GIVEN DATA.
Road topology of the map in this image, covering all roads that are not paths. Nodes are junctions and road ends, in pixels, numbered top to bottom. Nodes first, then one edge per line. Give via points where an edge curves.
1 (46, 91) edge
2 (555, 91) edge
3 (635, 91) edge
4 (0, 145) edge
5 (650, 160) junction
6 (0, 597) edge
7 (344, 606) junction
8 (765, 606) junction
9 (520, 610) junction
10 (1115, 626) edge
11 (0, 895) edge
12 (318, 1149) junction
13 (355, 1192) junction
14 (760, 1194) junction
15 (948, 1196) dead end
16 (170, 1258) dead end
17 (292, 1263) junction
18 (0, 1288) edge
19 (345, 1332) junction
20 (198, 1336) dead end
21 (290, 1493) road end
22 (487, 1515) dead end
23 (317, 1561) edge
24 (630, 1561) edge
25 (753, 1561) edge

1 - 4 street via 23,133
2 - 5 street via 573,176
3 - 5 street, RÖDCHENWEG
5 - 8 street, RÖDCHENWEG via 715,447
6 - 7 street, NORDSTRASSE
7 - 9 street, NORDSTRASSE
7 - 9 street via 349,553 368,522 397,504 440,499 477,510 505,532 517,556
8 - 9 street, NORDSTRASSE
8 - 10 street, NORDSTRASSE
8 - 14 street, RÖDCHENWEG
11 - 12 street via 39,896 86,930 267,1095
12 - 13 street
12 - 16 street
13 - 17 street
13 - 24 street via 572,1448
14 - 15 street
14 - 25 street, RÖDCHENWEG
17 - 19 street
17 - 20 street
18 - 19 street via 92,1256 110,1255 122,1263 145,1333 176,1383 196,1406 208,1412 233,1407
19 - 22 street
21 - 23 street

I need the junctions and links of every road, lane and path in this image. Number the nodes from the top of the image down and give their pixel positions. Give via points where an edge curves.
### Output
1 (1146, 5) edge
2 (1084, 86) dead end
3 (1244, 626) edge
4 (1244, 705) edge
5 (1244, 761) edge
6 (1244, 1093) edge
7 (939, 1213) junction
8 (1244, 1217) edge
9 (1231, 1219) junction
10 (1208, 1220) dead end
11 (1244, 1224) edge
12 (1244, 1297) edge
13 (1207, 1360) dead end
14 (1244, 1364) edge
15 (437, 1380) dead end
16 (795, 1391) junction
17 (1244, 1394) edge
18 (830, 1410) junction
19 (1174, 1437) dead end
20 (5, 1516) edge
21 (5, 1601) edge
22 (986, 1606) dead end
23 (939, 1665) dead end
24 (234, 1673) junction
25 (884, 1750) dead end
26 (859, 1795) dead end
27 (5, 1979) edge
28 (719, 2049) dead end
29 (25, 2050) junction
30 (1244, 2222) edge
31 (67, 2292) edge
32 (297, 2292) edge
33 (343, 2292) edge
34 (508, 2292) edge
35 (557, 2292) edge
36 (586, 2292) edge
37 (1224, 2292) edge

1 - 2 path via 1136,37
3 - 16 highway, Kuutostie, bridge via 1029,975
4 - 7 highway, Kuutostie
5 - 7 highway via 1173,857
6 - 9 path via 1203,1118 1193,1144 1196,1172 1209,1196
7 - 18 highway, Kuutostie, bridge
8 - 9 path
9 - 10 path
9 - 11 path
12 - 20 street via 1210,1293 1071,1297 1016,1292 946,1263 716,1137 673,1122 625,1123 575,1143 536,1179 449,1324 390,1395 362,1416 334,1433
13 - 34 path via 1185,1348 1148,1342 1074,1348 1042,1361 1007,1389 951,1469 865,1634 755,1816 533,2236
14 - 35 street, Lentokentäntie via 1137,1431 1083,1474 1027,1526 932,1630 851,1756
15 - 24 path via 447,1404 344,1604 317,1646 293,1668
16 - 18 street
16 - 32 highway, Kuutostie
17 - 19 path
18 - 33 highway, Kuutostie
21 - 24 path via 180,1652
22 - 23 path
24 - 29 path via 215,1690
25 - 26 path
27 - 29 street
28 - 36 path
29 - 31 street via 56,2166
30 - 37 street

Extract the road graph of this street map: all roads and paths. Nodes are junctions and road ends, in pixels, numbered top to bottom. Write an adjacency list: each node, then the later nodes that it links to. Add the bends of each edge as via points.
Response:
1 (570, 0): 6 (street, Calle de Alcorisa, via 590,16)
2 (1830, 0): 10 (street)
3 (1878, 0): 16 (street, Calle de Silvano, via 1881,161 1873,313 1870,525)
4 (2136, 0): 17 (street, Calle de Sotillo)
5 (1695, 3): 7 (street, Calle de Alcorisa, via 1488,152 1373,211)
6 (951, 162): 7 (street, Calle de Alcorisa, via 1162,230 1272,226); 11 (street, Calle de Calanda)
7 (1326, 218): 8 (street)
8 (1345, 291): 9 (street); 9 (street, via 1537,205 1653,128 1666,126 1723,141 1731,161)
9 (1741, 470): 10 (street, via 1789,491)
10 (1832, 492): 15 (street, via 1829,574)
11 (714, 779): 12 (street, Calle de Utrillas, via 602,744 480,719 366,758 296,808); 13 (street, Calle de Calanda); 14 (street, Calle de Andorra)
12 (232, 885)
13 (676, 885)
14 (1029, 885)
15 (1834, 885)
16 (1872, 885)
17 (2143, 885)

ACTIVITY. Every line of the material that holds "numbered" should be copied out as the answer.

SOLUTION TO THIS PROBLEM.
Road topology of the map in this image, covering all roads that are not paths. Nodes are junctions and road ends, in pixels, numbered top to bottom. Nodes first, then one edge per line. Give via points where an edge curves.
Extract the road graph of this street map: all roads and paths. Nodes are junctions and road ends, in pixels, numbered top to bottom. Write an adjacency list: each node, then the later nodes that it links to. Add the bends of each edge as via points.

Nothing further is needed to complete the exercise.